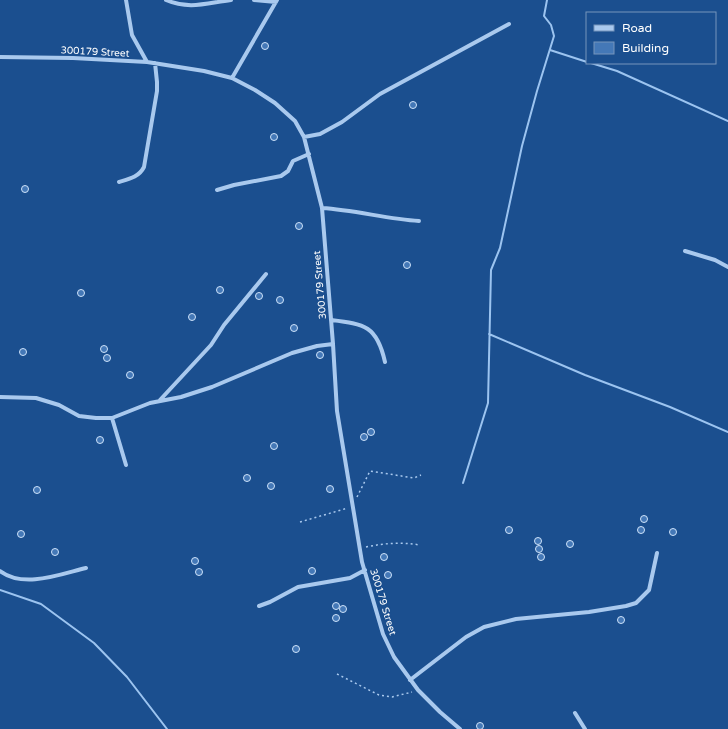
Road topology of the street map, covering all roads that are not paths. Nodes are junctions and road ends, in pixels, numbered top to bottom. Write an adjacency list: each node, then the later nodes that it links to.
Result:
1 (126, 0): 8 (street)
2 (166, 0): 3 (street)
3 (231, 0)
4 (254, 0): 5 (street)
5 (277, 1): 10 (street)
6 (509, 24): 11 (street)
7 (0, 57): 8 (street, 300179 Street)
8 (147, 62): 9 (street, 300179 Street)
9 (155, 63): 10 (street, 300179 Street); 13 (street)
10 (232, 78): 11 (street, 300179 Street)
11 (304, 137): 12 (street, 300179 Street)
12 (309, 154): 14 (street); 15 (street, 300179 Street)
13 (119, 182)
14 (217, 190)
15 (322, 208): 16 (street); 20 (street, 300179 Street)
16 (419, 222)
17 (685, 251): 18 (street)
18 (728, 267)
19 (266, 274): 24 (street)
20 (331, 320): 21 (street, 300179 Street); 22 (street)
21 (333, 344): 24 (street); 29 (street, 300179 Street)
22 (385, 362)
23 (0, 397): 25 (street)
24 (160, 400): 25 (street)
25 (112, 418): 26 (street)
26 (126, 465)
27 (657, 553): 32 (street)
28 (86, 568): 30 (street)
29 (365, 570): 31 (street); 32 (street, 300179 Street)
30 (0, 571)
31 (259, 606)
32 (410, 680): 34 (street, 300179 Street)
33 (576, 713): 35 (street)
34 (460, 729)
35 (585, 729)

TASK TO CARRY OUT
What you return must be every entry, word for word, without any pictures.

FINISHED EXERCISE
Road topology of the street map, covering all roads that are not paths. Nodes are junctions and road ends, in pixels, numbered top to bottom. Write an adjacency list: each node, then the later nodes that it links to.
Result:
1 (126, 0): 8 (street)
2 (166, 0): 3 (street)
3 (231, 0)
4 (254, 0): 5 (street)
5 (277, 1): 10 (street)
6 (509, 24): 11 (street)
7 (0, 57): 8 (street, 300179 Street)
8 (147, 62): 9 (street, 300179 Street)
9 (155, 63): 10 (street, 300179 Street); 13 (street)
10 (232, 78): 11 (street, 300179 Street)
11 (304, 137): 12 (street, 300179 Street)
12 (309, 154): 14 (street); 15 (street, 300179 Street)
13 (119, 182)
14 (217, 190)
15 (322, 208): 16 (street); 20 (street, 300179 Street)
16 (419, 222)
17 (685, 251): 18 (street)
18 (728, 267)
19 (266, 274): 24 (street)
20 (331, 320): 21 (street, 300179 Street); 22 (street)
21 (333, 344): 24 (street); 29 (street, 300179 Street)
22 (385, 362)
23 (0, 397): 25 (street)
24 (160, 400): 25 (street)
25 (112, 418): 26 (street)
26 (126, 465)
27 (657, 553): 32 (street)
28 (86, 568): 30 (street)
29 (365, 570): 31 (street); 32 (street, 300179 Street)
30 (0, 571)
31 (259, 606)
32 (410, 680): 34 (street, 300179 Street)
33 (576, 713): 35 (street)
34 (460, 729)
35 (585, 729)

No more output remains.